Call of Duty: World at War
In a few words, I found World at War to be very, very good. As is typical of the series, you’ll frequently be switching between two protagonists (in this case an American and a Russian) as they embark on their distinct tours of duty (plan on visiting the Pacific and traveling from Russia to Germany). The characters are likable enough, with excellent voice acting. Your immediate superiors are voiced by Kiefer Sutherland and Gary Oldman, respectively (wow!), as are the narrations between missions.
Speaking of “between missions”… holy shit. Even if you have zero interest in the game whatsoever, you NEED to see these cutscenes. They are simply gorgeous examples of motion graphics:
Seriously, this game has no right to have graphics this nice. I think that’s a compliment. Other than that, it’s pretty much all standard Call of Duty fare. I enjoyed playing through it even thought the missions were not without their frustrations, but I can only handle so much trench warfare before wanting to move on to something else.
Modern Warfare 2
Enter “something else”. With all the ruckus about the newest member of the family, I knew I had to give it a try.

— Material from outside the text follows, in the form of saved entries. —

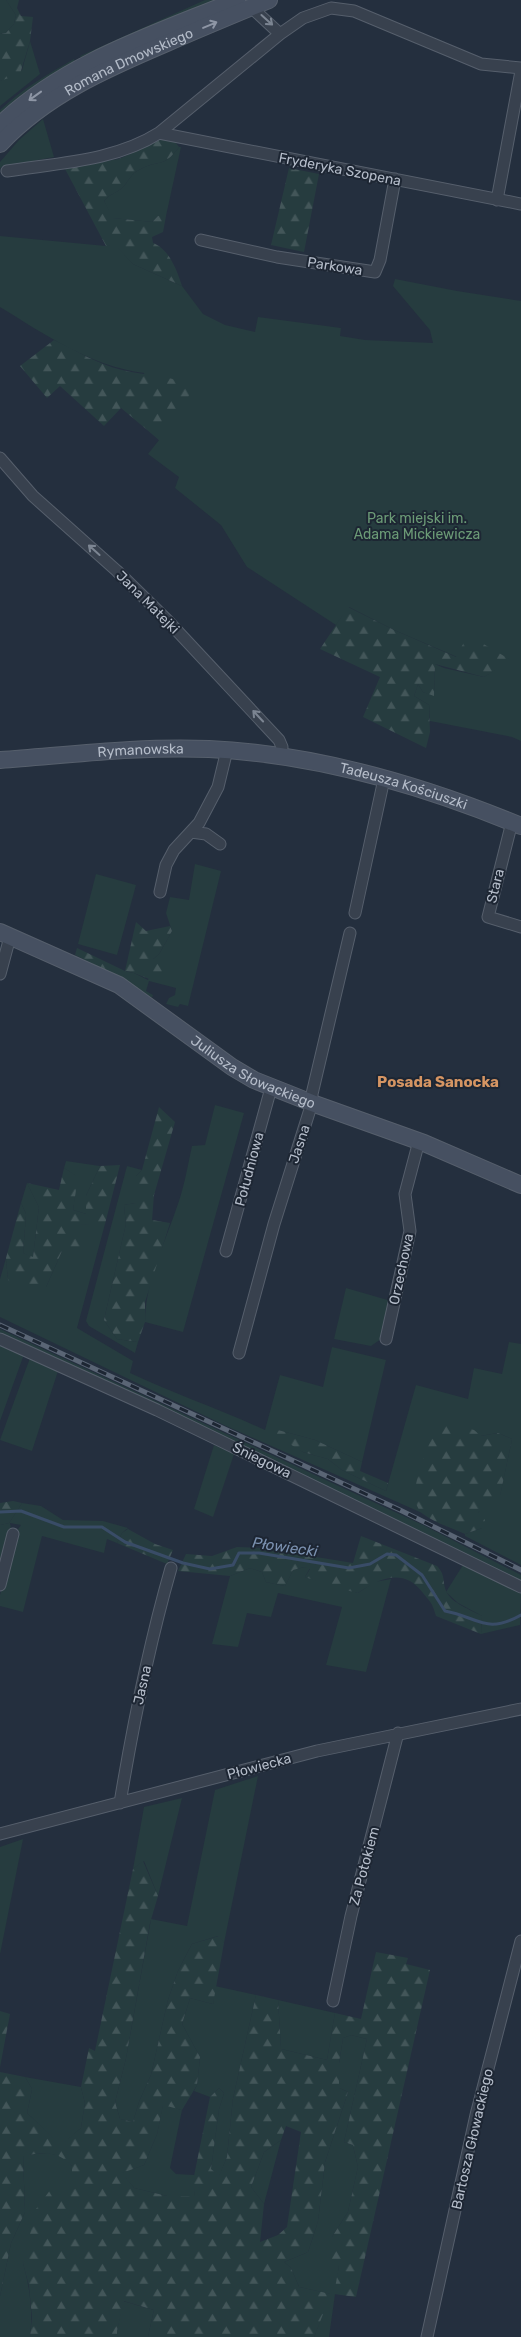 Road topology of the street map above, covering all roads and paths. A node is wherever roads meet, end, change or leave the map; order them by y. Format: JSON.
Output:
{"nodes":[{"id":1,"x":269,"y":0,"type":"edge"},
{"id":2,"x":244,"y":4,"type":"edge"},
{"id":3,"x":280,"y":34,"type":"junction"},
{"id":4,"x":521,"y":70,"type":"edge"},
{"id":5,"x":0,"y":125,"type":"edge"},
{"id":6,"x":159,"y":133,"type":"junction"},
{"id":7,"x":0,"y":144,"type":"edge"},
{"id":8,"x":7,"y":171,"type":"dead end"},
{"id":9,"x":395,"y":179,"type":"junction"},
{"id":10,"x":497,"y":200,"type":"junction"},
{"id":11,"x":521,"y":204,"type":"edge"},
{"id":12,"x":201,"y":240,"type":"dead end"},
{"id":13,"x":0,"y":458,"type":"edge"},
{"id":14,"x":227,"y":750,"type":"junction"},
{"id":15,"x":281,"y":756,"type":"junction"},
{"id":16,"x":0,"y":760,"type":"edge"},
{"id":17,"x":384,"y":779,"type":"junction"},
{"id":18,"x":516,"y":824,"type":"edge"},
{"id":19,"x":191,"y":832,"type":"junction"},
{"id":20,"x":220,"y":844,"type":"dead end"},
{"id":21,"x":160,"y":892,"type":"dead end"},
{"id":22,"x":355,"y":913,"type":"dead end"},
{"id":23,"x":521,"y":927,"type":"edge"},
{"id":24,"x":350,"y":933,"type":"dead end"},
{"id":25,"x":5,"y":934,"type":"edge"},
{"id":26,"x":0,"y":974,"type":"edge"},
{"id":27,"x":271,"y":1088,"type":"junction"},
{"id":28,"x":312,"y":1103,"type":"junction"},
{"id":29,"x":419,"y":1140,"type":"junction"},
{"id":30,"x":521,"y":1185,"type":"edge"},
{"id":31,"x":226,"y":1251,"type":"dead end"},
{"id":32,"x":0,"y":1339,"type":"edge"},
{"id":33,"x":386,"y":1339,"type":"dead end"},
{"id":34,"x":239,"y":1353,"type":"dead end"},
{"id":35,"x":13,"y":1534,"type":"dead end"},
{"id":36,"x":171,"y":1568,"type":"dead end"},
{"id":37,"x":0,"y":1585,"type":"edge"},
{"id":38,"x":521,"y":1587,"type":"edge"},
{"id":39,"x":521,"y":1709,"type":"edge"},
{"id":40,"x":398,"y":1733,"type":"junction"},
{"id":41,"x":120,"y":1803,"type":"junction"},
{"id":42,"x":0,"y":1834,"type":"edge"},
{"id":43,"x":521,"y":1942,"type":"edge"},
{"id":44,"x":333,"y":2001,"type":"dead end"},
{"id":45,"x":427,"y":2337,"type":"edge"}],
"edges":[{"from":1,"to":2,"type":"street","name":"Romana Dmowskiego"},
{"from":2,"to":3,"type":"street","one_way":true},
{"from":2,"to":5,"type":"street","name":"Romana Dmowskiego","one_way":true},
{"from":7,"to":2,"type":"street","name":"Romana Dmowskiego","one_way":true},
{"from":3,"to":4,"type":"street"},
{"from":3,"to":6,"type":"street"},
{"from":4,"to":10,"type":"street"},
{"from":6,"to":8,"type":"street"},
{"from":6,"to":9,"type":"street","name":"Fryderyka Szopena"},
{"from":9,"to":10,"type":"street","name":"Fryderyka Szopena"},
{"from":9,"to":12,"type":"street","name":"Parkowa"},
{"from":10,"to":11,"type":"street","name":"Fryderyka Szopena"},
{"from":15,"to":13,"type":"street","name":"Jana Matejki","one_way":true},
{"from":14,"to":15,"type":"street","name":"Rymanowska"},
{"from":14,"to":16,"type":"street","name":"Rymanowska"},
{"from":14,"to":19,"type":"street"},
{"from":15,"to":17,"type":"street","name":"Tadeusza Kościuszki"},
{"from":17,"to":18,"type":"street","name":"Tadeusza Kościuszki"},
{"from":17,"to":22,"type":"street"},
{"from":18,"to":23,"type":"street","name":"Stara"},
{"from":19,"to":20,"type":"street"},
{"from":19,"to":21,"type":"street"},
{"from":24,"to":28,"type":"street","name":"Jasna"},
{"from":25,"to":26,"type":"street"},
{"from":25,"to":27,"type":"street","name":"Juliusza Słowackiego"},
{"from":27,"to":28,"type":"street","name":"Juliusza Słowackiego"},
{"from":27,"to":31,"type":"street","name":"Południowa"},
{"from":28,"to":29,"type":"street","name":"Juliusza Słowackiego"},
{"from":28,"to":34,"type":"street","name":"Jasna"},
{"from":29,"to":30,"type":"street","name":"Juliusza Słowackiego"},
{"from":29,"to":33,"type":"street","name":"Orzechowa"},
{"from":32,"to":38,"type":"street","name":"Śniegowa"},
{"from":35,"to":37,"type":"street"},
{"from":36,"to":41,"type":"street","name":"Jasna"},
{"from":39,"to":40,"type":"street","name":"Płowiecka"},
{"from":40,"to":41,"type":"street","name":"Płowiecka"},
{"from":40,"to":44,"type":"street","name":"Za Potokiem"},
{"from":41,"to":42,"type":"street","name":"Płowiecka"},
{"from":43,"to":45,"type":"street","name":"Bartosza Głowackiego"}]} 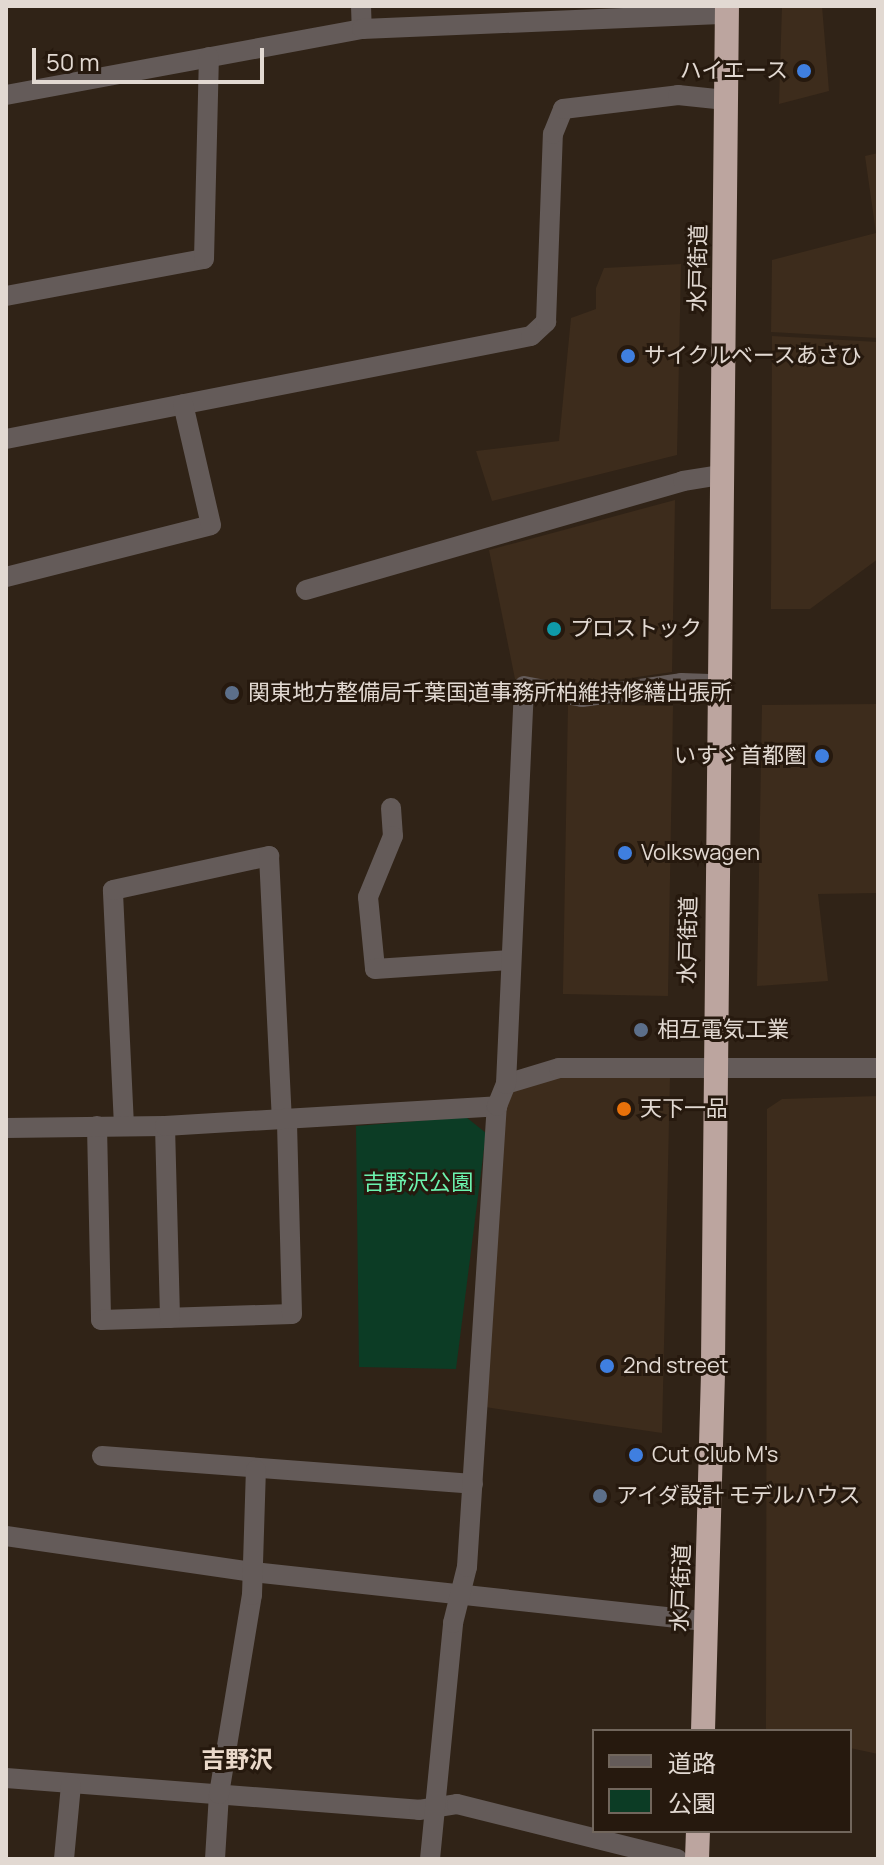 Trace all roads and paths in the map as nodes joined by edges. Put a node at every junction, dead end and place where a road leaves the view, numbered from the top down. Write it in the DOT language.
graph roads {
  1 [pos="361,6"];
  2 [pos="727,10"];
  3 [pos="362,29"];
  4 [pos="209,57"];
  5 [pos="6,95"];
  6 [pos="726,100"];
  7 [pos="6,296"];
  8 [pos="183,404"];
  9 [pos="6,439"];
  10 [pos="720,475"];
  11 [pos="6,577"];
  12 [pos="306,590"];
  13 [pos="717,684"];
  14 [pos="391,808"];
  15 [pos="511,960"];
  16 [pos="713,1065"];
  17 [pos="878,1068"];
  18 [pos="506,1084"];
  19 [pos="497,1106"];
  20 [pos="284,1119"];
  21 [pos="97,1126"];
  22 [pos="124,1126"];
  23 [pos="165,1126"];
  24 [pos="6,1128"];
  25 [pos="170,1318"];
  26 [pos="102,1456"];
  27 [pos="256,1470"];
  28 [pos="473,1484"];
  29 [pos="6,1536"];
  30 [pos="253,1572"];
  31 [pos="461,1596"];
  32 [pos="707,1621"];
  33 [pos="703,1729"];
  34 [pos="6,1778"];
  35 [pos="71,1785"];
  36 [pos="219,1794"];
  37 [pos="435,1805"];
  38 [pos="698,1833"];
  39 [pos="64,1859"];
  40 [pos="215,1859"];
  41 [pos="430,1859"];
  42 [pos="677,1859"];
  43 [pos="697,1859"];
  1 -- 3 [label="street"];
  2 -- 3 [label="street"];
  2 -- 6 [label="highway, 水戸街道"];
  3 -- 4 [label="street"];
  4 -- 5 [label="street"];
  4 -- 7 [label="street"];
  6 -- 8 [label="street"];
  6 -- 10 [label="highway, 水戸街道"];
  8 -- 9 [label="street"];
  8 -- 11 [label="street"];
  10 -- 12 [label="street"];
  10 -- 13 [label="highway, 水戸街道"];
  13 -- 15 [label="street"];
  13 -- 16 [label="highway, 水戸街道"];
  14 -- 15 [label="street"];
  15 -- 18 [label="street"];
  16 -- 17 [label="street"];
  16 -- 18 [label="street"];
  16 -- 32 [label="highway, 水戸街道"];
  18 -- 19 [label="street"];
  19 -- 20 [label="street"];
  19 -- 28 [label="street"];
  20 -- 22 [label="street"];
  20 -- 23 [label="street"];
  20 -- 25 [label="street"];
  21 -- 22 [label="street"];
  21 -- 24 [label="street"];
  21 -- 25 [label="street"];
  22 -- 23 [label="street"];
  23 -- 25 [label="street"];
  26 -- 27 [label="street"];
  27 -- 28 [label="street"];
  27 -- 30 [label="street"];
  28 -- 31 [label="street"];
  29 -- 30 [label="street"];
  30 -- 31 [label="street"];
  30 -- 36 [label="street"];
  31 -- 32 [label="street"];
  31 -- 37 [label="street"];
  32 -- 33 [label="highway, 水戸街道"];
  34 -- 35 [label="street"];
  35 -- 36 [label="street"];
  35 -- 39 [label="street"];
  36 -- 37 [label="street"];
  36 -- 40 [label="street"];
  37 -- 41 [label="street"];
  37 -- 42 [label="street"];
  38 -- 43 [label="highway"];
} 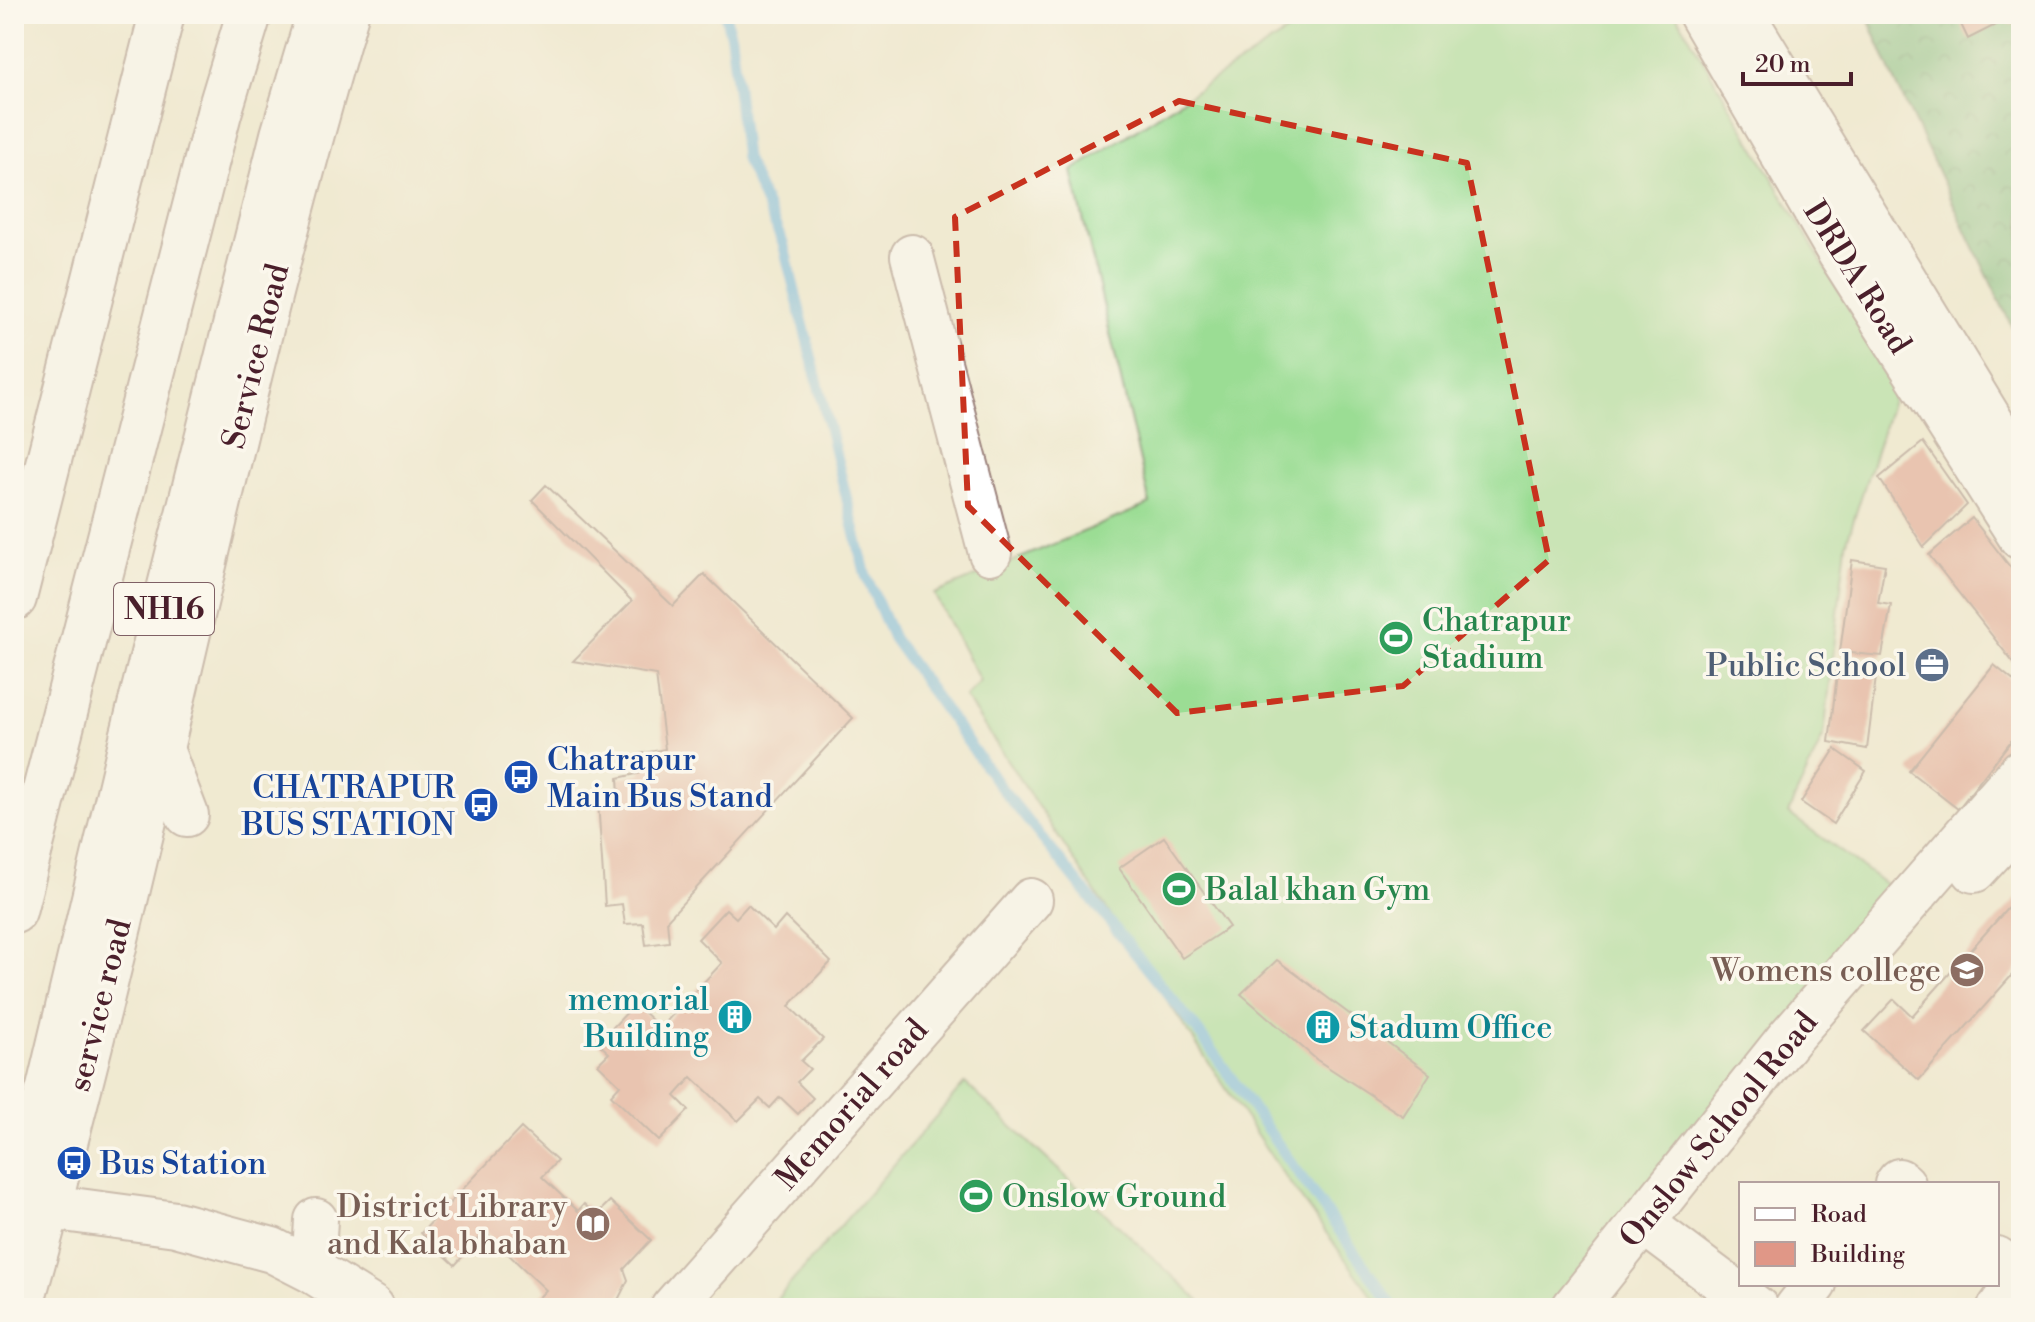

I managed to find a lone copy available for rental yesterday and figured I could hammer through it by the end of the weekend. Well, I was right, but change “end of the weekend” to “one sitting” and you’ll find my single-player experience to be comparable to that of anyone else who’s enjoyed the game.
I think we’re almost at that point where the single player campaign is becoming token addition in Call of Duty games. You don’t buy this game to play it alone. Well, you can, but that would be a waste of $60 (this coming from someone who has wasted $60 several times). Single player is good for about a week of entertainment at best, which is why it’s fine rental fodder for folks like me who are adverse to shooting strangers online. And by “shooting strangers online” I mean “getting shot by strangers online”.
And in this case, the campaign is not only short but somewhat disheveled. As I mentioned before, MW2 is a direct sequel to the first game, in that you see the return of some of the original characters. I think this is great, because it’s already a huge divergence from the traditional Call of Duty “slice of life” model where you see a little bit of everything.
I don’t know that they take advantage of this as much as they could, though. As with World at War you’ll be switching between protagonists constantly, each of whom has missions that feel quite different. I understand the reasoning for this mechanically, but it also seemed a little unbalanced. Then again, that’s easy to forget because I spent a lot of time trying to figure out exactly what was going on.
I think that in writing the “story” for the game, Infinity Ward had a meeting and said “okay, we want to have missions that take place in A, B, and C, with combat that features X, Y, and Z” and then they wrote some scripts that vaguely made that possible. That’s not to say the game isn’t a lot of fun to play; it’s just more disjointed than usual. The fact that MW isn’t tied down by a factual background and has gobs of technology at its disposal means that you can cover a much larger variety of terrain in a much smaller amount of time.
You’ll notice that I didn’t really go into any detail about graphics or sound, but if you’ve played any of the CoD games on the new generation of consoles, you know what to expect. They’re both great, and they remain great year after year.
Even though I’m not interested in what is really the focal point of the games (multiplayer), I’m still interested to see where the series (plural?) heads after this. Treyarch really pulled a 180 with World at War, and Infinity Ward can do pretty much anything they please with a title as vague as “Modern Warfare”.